Maisie's breeder is Cathy Bailey of ChaCa Maltese. I am very happy to have my Maisie from Cathy - she has been great. 

More pics....


----------



## Silkmalteselover (Apr 1, 2010)

:wub: Mary.... You know that your girl almost was going to be stolen by me!! You are very blessed to have such a WOW girl in you possession! ENJOY every minute. :wub:


----------



## tarapup (Feb 28, 2014)

Silkmalteselover said:


> :wub: Mary.... You know that your girl almost was going to be stolen by me!! You are very blessed to have such a WOW girl in you possession! ENJOY every minute. :wub:


I know! I was lucky to get out of there with her! Thank you for not stealing her. And yes, I feel VERY blessed.


----------



## MalteseObsessed (Mar 7, 2010)

:Welcome 2:

:cheer:


----------



## hoaloha (Jan 27, 2012)

Yay! Congrats!!! The wait is over . Now, soak it all in  Maisie is just adorable!

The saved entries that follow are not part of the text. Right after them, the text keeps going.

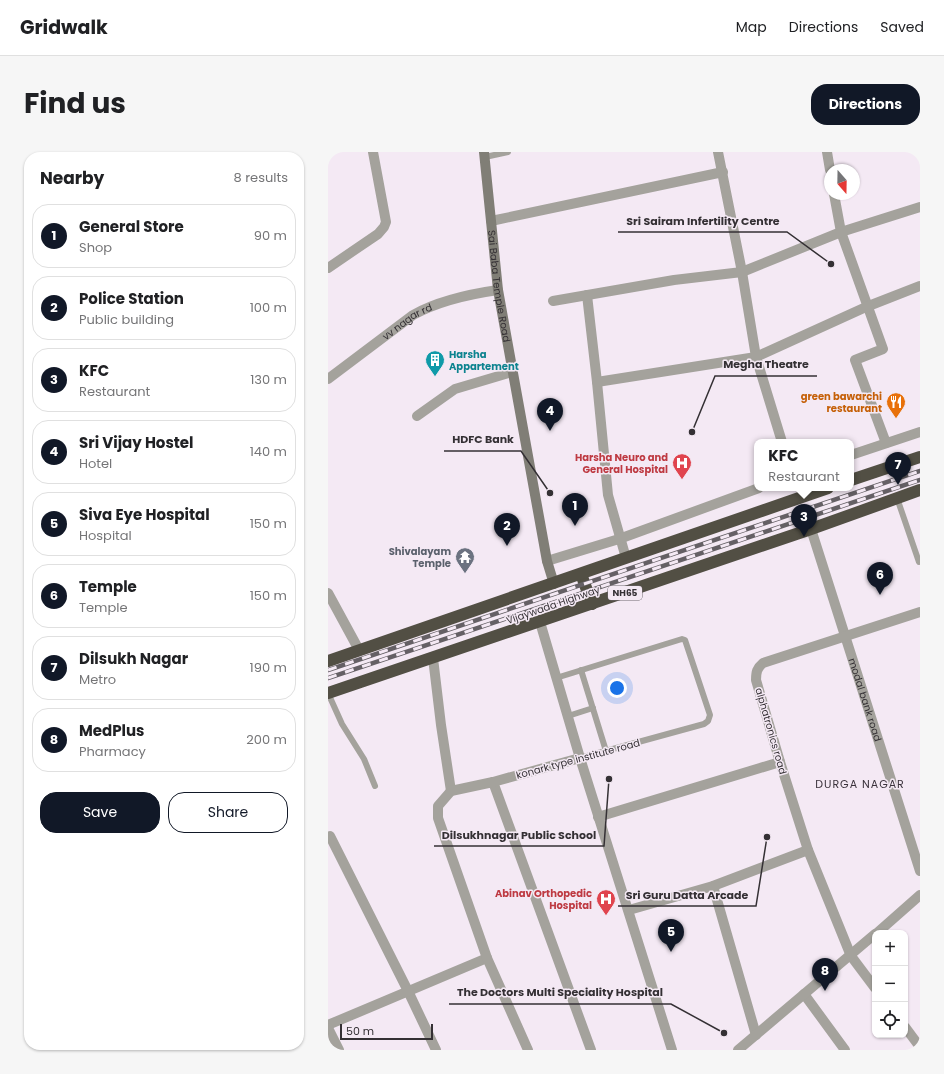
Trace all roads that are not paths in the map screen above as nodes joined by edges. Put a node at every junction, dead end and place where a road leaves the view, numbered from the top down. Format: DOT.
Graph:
graph roads {
  1 [pos="372,152"];
  2 [pos="508,152"];
  3 [pos="718,152"];
  4 [pos="827,152"];
  5 [pos="484,155"];
  6 [pos="829,164"];
  7 [pos="723,172"];
  8 [pos="835,200"];
  9 [pos="920,207"];
  10 [pos="491,221"];
  11 [pos="841,232"];
  12 [pos="328,268"];
  13 [pos="742,272"];
  14 [pos="920,286"];
  15 [pos="498,290"];
  16 [pos="587,295"];
  17 [pos="554,301"];
  18 [pos="866,307"];
  19 [pos="756,357"];
  20 [pos="512,372"];
  21 [pos="328,379"];
  22 [pos="597,382"];
  23 [pos="417,416"];
  24 [pos="920,432"];
  25 [pos="781,439"];
  26 [pos="886,442"];
  27 [pos="854,454"];
  28 [pos="920,457"];
  29 [pos="854,479"];
  30 [pos="754,490"];
  31 [pos="920,490"];
  32 [pos="819,491"];
  33 [pos="897,498"];
  34 [pos="811,529"];
  35 [pos="619,539"];
  36 [pos="626,558"];
  37 [pos="547,561"];
  38 [pos="919,562"];
  39 [pos="581,574"];
  40 [pos="554,584"];
  41 [pos="328,592"];
  42 [pos="592,604"];
  43 [pos="332,611"];
  44 [pos="920,612"];
  45 [pos="540,622"];
  46 [pos="846,635"];
  47 [pos="359,650"];
  48 [pos="433,658"];
  49 [pos="328,661"];
  50 [pos="581,670"];
  51 [pos="556,678"];
  52 [pos="328,693"];
  53 [pos="593,708"];
  54 [pos="568,716"];
  55 [pos="606,751"];
  56 [pos="580,758"];
  57 [pos="780,762"];
  58 [pos="493,782"];
  59 [pos="375,786"];
  60 [pos="451,791"];
  61 [pos="598,816"];
  62 [pos="330,836"];
  63 [pos="808,850"];
  64 [pos="920,871"];
  65 [pos="713,886"];
  66 [pos="920,895"];
  67 [pos="628,910"];
  68 [pos="881,930"];
  69 [pos="872,938"];
  70 [pos="851,956"];
  71 [pos="487,958"];
  72 [pos="872,984"];
  73 [pos="408,991"];
  74 [pos="804,994"];
  75 [pos="328,1027"];
  76 [pos="908,1031"];
  77 [pos="756,1035"];
  78 [pos="920,1047"];
  79 [pos="339,1050"];
  80 [pos="436,1050"];
  81 [pos="528,1050"];
  82 [pos="591,1050"];
  83 [pos="672,1050"];
  84 [pos="738,1050"];
  85 [pos="845,1050"];
  1 -- 12 [label="street"];
  2 -- 5 [label="lane"];
  3 -- 7 [label="street"];
  4 -- 6 [label="street"];
  5 -- 10 [label="street, Sai Baba Temple Road"];
  7 -- 10 [label="street"];
  7 -- 13 [label="street"];
  8 -- 11 [label="street"];
  9 -- 11 [label="street"];
  10 -- 15 [label="street, Sai Baba Temple Road"];
  11 -- 13 [label="street"];
  11 -- 18 [label="street"];
  13 -- 16 [label="street"];
  13 -- 19 [label="street"];
  14 -- 18 [label="street"];
  15 -- 20 [label="street, Sai Baba Temple Road"];
  15 -- 21 [label="street, vv nagar rd"];
  16 -- 17 [label="street"];
  16 -- 22 [label="street"];
  18 -- 19 [label="street"];
  18 -- 26 [label="street"];
  19 -- 22 [label="street"];
  19 -- 25 [label="street"];
  20 -- 23 [label="street"];
  20 -- 37 [label="street, Sai Baba Temple Road"];
  22 -- 35 [label="street"];
  24 -- 26 [label="street"];
  26 -- 27 [label="street"];
  28 -- 29 [label="highway"];
  30 -- 35 [label="street"];
  31 -- 33 [label="highway, Vijaywada Highway / NH65"];
  32 -- 36 [label="highway, Vijaywada Highway"];
  33 -- 34 [label="highway, Vijaywada Highway / NH65"];
  33 -- 38 [label="lane"];
  34 -- 42 [label="highway, Vijaywada Highway / NH65"];
  34 -- 46 [label="street, modal bank road"];
  35 -- 36 [label="street"];
  35 -- 37 [label="street"];
  36 -- 39 [label="highway, Vijaywada Highway"];
  37 -- 40 [label="street, Sai Baba Temple Road"];
  39 -- 40 [label="highway, Vijaywada Highway"];
  39 -- 42 [label="highway"];
  40 -- 47 [label="highway, Vijaywada Highway"];
  41 -- 43 [label="street"];
  42 -- 45 [label="highway, Vijaywada Highway / NH65"];
  43 -- 47 [label="street"];
  44 -- 46 [label="street, alphatronics road"];
  45 -- 48 [label="highway, Vijaywada Highway / NH65"];
  45 -- 51 [label="street"];
  46 -- 57 [label="street, alphatronics road"];
  46 -- 64 [label="street, modal bank road"];
  47 -- 49 [label="highway, Vijaywada Highway"];
  48 -- 52 [label="highway, Vijaywada Highway / NH65"];
  48 -- 60 [label="street"];
  50 -- 51 [label="lane"];
  50 -- 53 [label="lane"];
  50 -- 55 [label="lane, konark type institute road"];
  51 -- 54 [label="street"];
  52 -- 59 [label="lane"];
  53 -- 54 [label="lane"];
  53 -- 55 [label="lane"];
  54 -- 56 [label="street"];
  55 -- 56 [label="lane, konark type institute road"];
  56 -- 58 [label="street, konark type institute road"];
  56 -- 61 [label="street"];
  57 -- 61 [label="street"];
  57 -- 63 [label="street, alphatronics road"];
  58 -- 60 [label="street, konark type institute road"];
  58 -- 82 [label="street"];
  60 -- 71 [label="street"];
  61 -- 67 [label="street"];
  62 -- 73 [label="street"];
  63 -- 65 [label="street"];
  63 -- 70 [label="street, alphatronics road"];
  65 -- 67 [label="street"];
  65 -- 77 [label="street"];
  66 -- 68 [label="street"];
  67 -- 83 [label="street"];
  69 -- 70 [label="street"];
  70 -- 72 [label="street, alphatronics road"];
  70 -- 74 [label="street"];
  71 -- 73 [label="street"];
  71 -- 81 [label="street"];
  73 -- 75 [label="street"];
  73 -- 80 [label="street"];
  74 -- 77 [label="street"];
  74 -- 85 [label="street"];
  75 -- 79 [label="street"];
  76 -- 78 [label="street"];
  77 -- 84 [label="street"];
}
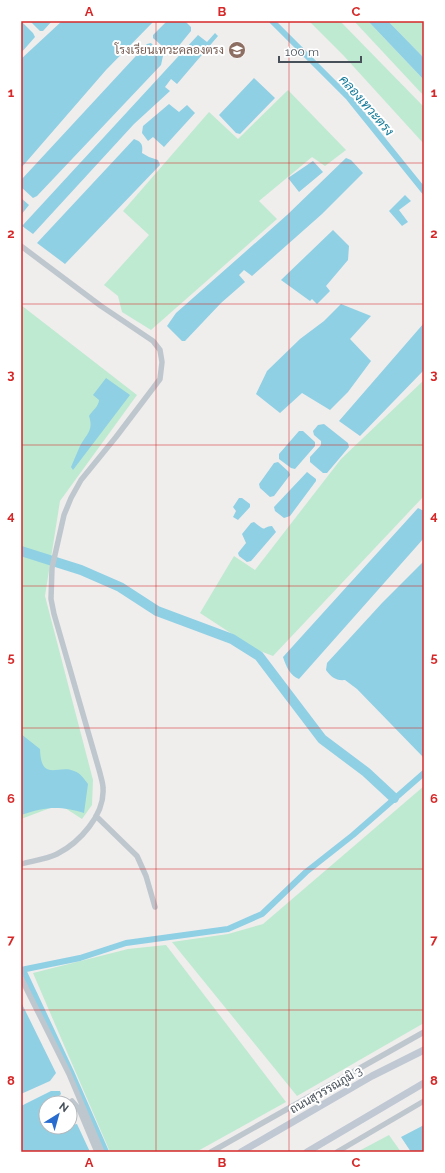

Sent from Petguide.com Free App


----------



## MarySC (Apr 4, 2014)

Preciousness!! Take lots of photos - the puppy time goes by so quickly, and so will the peeing all over the place.


----------



## lydiatug (Feb 21, 2012)

She is SO darn cute! I'm so happy for you


----------



## Leanne (Sep 6, 2012)

So glad you and Maisie are now together......Jeanne was right we all were eyeing that little girl! Enjoy.....is a looker!


----------



## Mia'sMom (Mar 23, 2012)

She is adorable! I want one!!!! Mia needs a friend.


----------



## sherry (Jan 4, 2013)

Oh my goodness! What a doll she is!


----------



## MissMelanie (Feb 13, 2006)

:wub: !!!!!! ADORABLE!!!! Thank you for sharing the pics of her with the stick.... tooooo cute.

CONGRATS to you, we are in the same boat currently. Your darling Maisie looks like my Whisper. I wish you both many happy years of joy. :wub:


----------



## silverhaven (Sep 6, 2009)

Agggh!!!! too much cuteness, :wub: :wub: puppy fever striking more strongly than ever.


----------